After a nine-yard loss (which resulted in Goodwin's injury), Taylor plays it safe and checks down to Hogan (who is then injured). I believe this was a designed presnap read for Taylor, because he shows no hesitation throwing to Hogan once he finishes his drop. Desmond Bryant is giving Wood the business, and if Taylor waited for another guy to come open, I think he's sacked (or at least flushed from the pocket).
3-15, BUF45 (1:23) Tyrod Taylor incomplete pass to the right intended for Deonte Thompson.
The drive is basically over on third-and-long outside of field goal range. Taylor stands in the pocket and looks off the safety to yield one-on-one coverage on the outside. His throw doesn't connect with Thompson. I believe that the throw is placed where it should have been, but Thompson wasn't able to run out his route due to strong coverage. Watching the tape, one can see that the corner (Charles Gaines, I believe) is running with inside position on Thompson, and is perfectly placed on the route. Given the game situation, I chalk this up to one of those shots downfield you take, knowing you won't always connect.
1-10, BUF43 (12:40) Tyrod Taylor rush to the left for 7 yards to the BUF 50. Tackled by Ibraheim Campbell.
Here's another instance where Taylor's athleticism helps him out. He's under pressure as soon as he finishes his drop. Taylor resets, stepping up in the pocket, but a delayed blitzer comes unblocked up the middle. Taylor evades and hurries out of bounds for a medium gain on the ground. Also, watch Taylor's head swivel once he's in space, to check his blind side for defenders.
1-10, CLE40 (11:35) Tyrod Taylor rush to the left for 21 yards to the CLE 19. Tackled by Scott Solomon.
Here, Taylor unleashes a textbook zone read for an easy first down. He finishes the play like a knucklehead by leading with his throwing shoulder, and I'm sure the coaches yelled at him for that one, too.
3-9, CLE18 (9:45) Tyrod Taylor incomplete pass to the right intended for Deonte Thompson defensed by Johnson Bademosi.
After two runs for a total of one yard gained, Taylor faces a nine-yard third down in field goal range.
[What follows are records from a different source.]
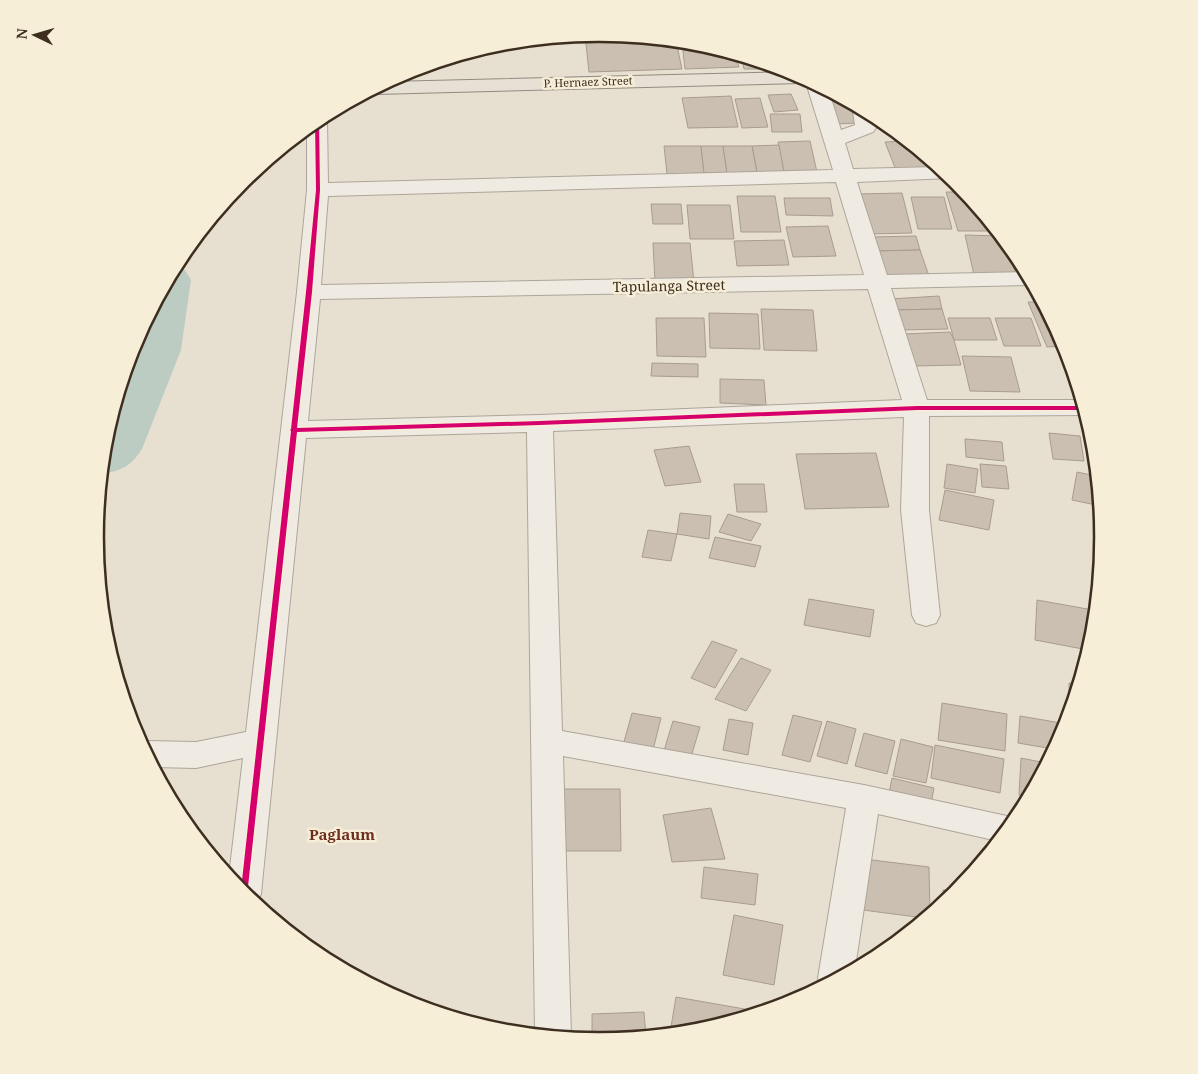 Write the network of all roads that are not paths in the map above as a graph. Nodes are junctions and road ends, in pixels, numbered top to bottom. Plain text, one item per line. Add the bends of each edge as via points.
1 (781, 78) edge
2 (393, 88) edge
3 (819, 94) edge
4 (865, 121) edge
5 (317, 131) edge
6 (834, 140) junction
7 (935, 174) edge
8 (845, 175) junction
9 (318, 190) junction
10 (1020, 279) edge
11 (878, 283) junction
12 (309, 292) junction
13 (917, 408) junction
14 (1077, 408) edge
15 (540, 423) junction
16 (293, 430) junction
17 (926, 615) dead end
18 (547, 741) junction
19 (259, 742) junction
20 (154, 754) edge
21 (864, 798) junction
22 (999, 827) edge
23 (245, 883) edge
24 (837, 970) edge
25 (553, 1029) edge

1 - 2 main road, P. Hernaez Street
3 - 6 street
4 - 6 street via 866,128
5 - 9 street
6 - 8 street
7 - 8 street
8 - 9 street
8 - 11 street
9 - 12 street
10 - 11 street, Tapulanga Street
11 - 12 street, Tapulanga Street
11 - 13 street
12 - 16 street
13 - 14 street
13 - 15 street
13 - 17 street via 915,510
15 - 16 street
15 - 18 street
16 - 19 street
18 - 21 street
18 - 25 street
19 - 20 street via 196,755
19 - 23 street
21 - 22 street
21 - 24 street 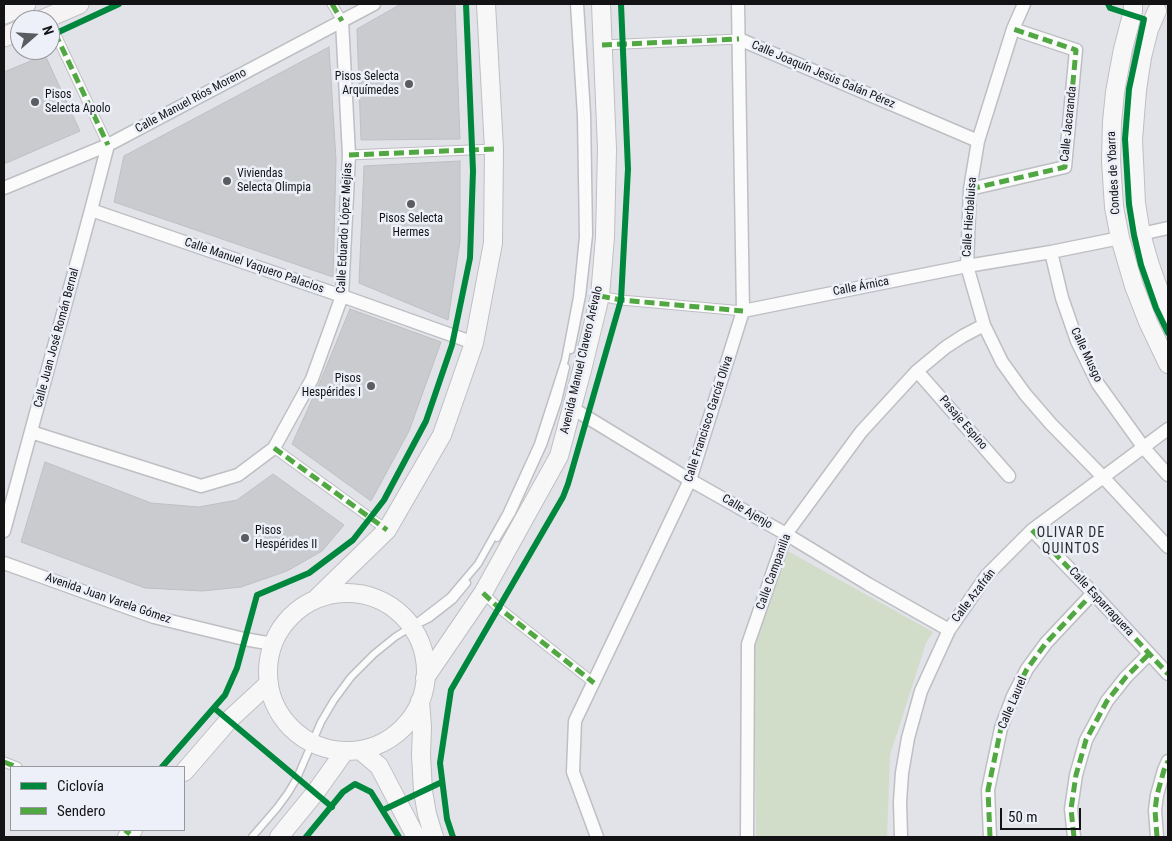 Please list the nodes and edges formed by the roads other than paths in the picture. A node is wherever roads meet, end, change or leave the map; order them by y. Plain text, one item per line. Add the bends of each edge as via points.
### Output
1 (26, 4) edge
2 (79, 4) edge
3 (332, 4) edge
4 (374, 4) edge
5 (486, 4) edge
6 (574, 4) edge
7 (580, 4) edge
8 (601, 4) edge
9 (738, 4) edge
10 (1024, 4) edge
11 (1133, 4) edge
12 (1139, 4) edge
13 (1162, 8) edge
14 (4, 14) edge
15 (60, 18) edge
16 (342, 22) junction
17 (1013, 30) junction
18 (740, 40) junction
19 (602, 45) junction
20 (60, 48) edge
21 (978, 141) junction
22 (108, 145) junction
23 (494, 149) junction
24 (350, 155) junction
25 (4, 188) edge
26 (970, 189) junction
27 (92, 210) junction
28 (1168, 228) edge
29 (1141, 234) junction
30 (1120, 238) junction
31 (1051, 252) junction
32 (967, 266) junction
33 (342, 296) junction
34 (600, 296) junction
35 (743, 311) junction
36 (1168, 314) edge
37 (984, 325) junction
38 (474, 343) junction
39 (1168, 364) edge
40 (917, 371) junction
41 (572, 408) junction
42 (1168, 429) edge
43 (31, 432) junction
44 (274, 448) junction
45 (1144, 448) junction
46 (1168, 475) edge
47 (1010, 476) dead end
48 (1103, 477) junction
49 (690, 480) junction
50 (387, 530) junction
51 (1032, 530) junction
52 (4, 531) edge
53 (786, 534) junction
54 (1168, 547) edge
55 (4, 563) edge
56 (483, 593) junction
57 (1093, 593) junction
58 (317, 598) junction
59 (412, 627) junction
60 (949, 630) junction
61 (273, 644) junction
62 (1149, 654) junction
63 (1168, 674) edge
64 (425, 678) junction
65 (269, 683) junction
66 (594, 684) junction
67 (420, 701) junction
68 (312, 743) junction
69 (352, 750) junction
70 (1168, 761) edge
71 (185, 771) edge
72 (252, 837) edge
73 (279, 837) edge
74 (416, 837) edge
75 (434, 837) edge
76 (597, 837) edge
77 (747, 837) edge
78 (901, 837) edge
79 (990, 837) edge
80 (1074, 837) edge
81 (1158, 837) edge

1 - 14 main road
2 - 15 main road
3 - 16 street, Calle Eduardo López Mejías
4 - 16 street, Calle Manuel Ríos Moreno
5 - 23 main road
6 - 59 lane via 581,116 583,236 577,297 564,360 538,444 506,514 478,564 450,597
7 - 59 lane via 587,114 589,235 582,296 558,401 543,445 512,513 480,568 454,600
8 - 19 main road, Avenida Manuel Clavero Arévalo
9 - 18 street, Calle Francisco García Oliva
10 - 17 street, Calle Hierbaluisa
11 - 30 main road, Condes de Ybarra via 1122,49 1112,122 1114,206
12 - 13 main road via 1149,10
13 - 29 main road, Condes de Ybarra via 1149,29 1137,90 1133,140
16 - 22 street, Calle Manuel Ríos Moreno
16 - 24 street, Calle Eduardo López Mejías
17 - 21 street, Calle Hierbaluisa
17 - 26 street, Calle Jacaranda via 1076,50 1065,167
18 - 19 street, Calle Joaquín Jesús Galán Pérez
18 - 21 street, Calle Joaquín Jesús Galán Pérez
18 - 35 street, Calle Francisco García Oliva
19 - 34 main road, Avenida Manuel Clavero Arévalo via 607,149
20 - 22 street
21 - 26 street, Calle Hierbaluisa
22 - 25 street, Calle Manuel Ríos Moreno
22 - 27 street, Calle Juan José Román Bernal
23 - 24 street
23 - 38 main road via 493,243
24 - 33 street, Calle Eduardo López Mejías
26 - 32 street, Calle Hierbaluisa
27 - 33 street, Calle Manuel Vaquero Palacios
27 - 43 street, Calle Juan José Román Bernal
28 - 29 street
29 - 36 main road, Condes de Ybarra
30 - 31 street, Calle Árnica
30 - 39 main road, Condes de Ybarra via 1134,286
31 - 32 street, Calle Árnica
31 - 45 street, Calle Musgo via 1077,341 1098,384
32 - 35 street, Calle Árnica
32 - 37 street, Calle Hierbaluisa
33 - 38 street, Calle Manuel Vaquero Palacios
33 - 44 street, Calle Eduardo López Mejías via 312,379
34 - 35 street, Calle Árnica
34 - 41 main road, Avenida Manuel Clavero Arévalo
35 - 49 street, Calle Francisco García Oliva
37 - 40 street, Calle Campanilla via 946,347
37 - 48 street, Calle Hierbaluisa via 1002,362 1025,394
38 - 50 main road via 442,435
40 - 47 street, Pasaje Espino
40 - 53 street, Calle Campanilla via 861,432
41 - 49 street, Calle Ajenjo
41 - 56 main road, Avenida Manuel Clavero Arévalo via 559,456
42 - 45 street, Calle Azafrán
43 - 44 street, Calle Eduardo López Mejías via 201,486 238,475
43 - 52 street, Calle Juan José Román Bernal
44 - 50 street
45 - 46 street, Calle Musgo
45 - 48 street, Calle Azafrán
48 - 51 street, Calle Azafrán
48 - 54 street, Calle Hierbaluisa
49 - 53 street, Calle Ajenjo
49 - 66 street, Calle Francisco García Oliva
50 - 58 main road
51 - 57 street, Calle Esparraguera
51 - 60 street, Calle Azafrán via 987,575
53 - 60 street, Calle Ajenjo
53 - 77 street, Calle Campanilla via 748,644
55 - 61 street, Avenida Juan Varela Gómez via 154,618
56 - 64 main road, Avenida Manuel Clavero Arévalo
56 - 66 street
57 - 62 street, Calle Esparraguera
57 - 79 street, Calle Laurel via 1046,642 1013,696 1001,728 988,790
58 - 59 main road via 351,593 379,600 397,611
58 - 61 main road via 298,609 283,625
59 - 64 main road via 425,660
59 - 68 lane via 374,654 351,676 321,722
60 - 78 street, Calle Azafrán via 921,691 908,738 900,802
61 - 65 main road via 268,664
62 - 63 street, Calle Esparraguera
62 - 80 street via 1107,701 1086,740 1071,809
64 - 67 main road
65 - 68 main road via 276,707 291,728
65 - 71 main road via 229,720
66 - 76 street, Calle Francisco García Oliva via 575,721 573,772
67 - 69 main road via 396,733 379,744
67 - 75 main road via 423,791
68 - 69 main road
68 - 72 lane via 288,793
69 - 73 main road
69 - 74 main road via 379,766
70 - 81 street via 1155,810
He takes a shot toward one-on-one coverage in the end zone, which is a good call, since the team can still take the lead with a field goal if he doesn't connect. Ultimately, this ball is underthrown, allowing the defender to defend it. It's in the right neighborhood, and a more talented receiver might win the catch. But it could have been better placed, outside the reach of the defender.
Taylor had another strong game, even if the score didn't reflect it. The skill talent circumstances were tilted against his favor, and he still drove the team down the field for drives of 57, 21, and 57 yards, which is pretty solid. (Per Football Outsiders, the best offense in the league averaged 39.38 yards gained per drive last year, and the Bills averaged 45 with Taylor in the game.) Let's debunk some myths about Taylor, shall we?
- He is not a run-first quarterback. As you can see in the above plays, Taylor is perfectly comfortable standing in the pocket and throwing the ball around the field. He's not a Pat White or Tim Tebow that need to be contained in a special personnel package. He has pocket-passing ability.
- Taylor is not injury-prone, no more than Cassel or Manuel are. He's hit by plenty of defenders and jumps right back into the fray, even after being tackled on a run. You don't need to look at him and wonder how you might have to replace him any more than you'd have to wonder that for Russell Wilson or Colin Kaepernick.
- Taylor is not an scattergun, 50-percent completion rate passer. While he's not going to fire lasers like the elites, Taylor is capable of putting the ball into tight windows, and most of the time his passes are going where his receivers need them. It's a massive improvement from what we've seen under center for Buffalo recently.
If you're wondering if Taylor can be the answer at quarterback for the Bills, my opinion is a resounding yes. He plays with maturity in his game, he throws a great pass, and he adds a new dimension of running and pocket presence to Buffalo's offense. Playing with Buffalo's makeshift offensive line and a talented group of receivers, Taylor should be more than capable of putting enough points on the board to drive Buffalo into the playoffs this year.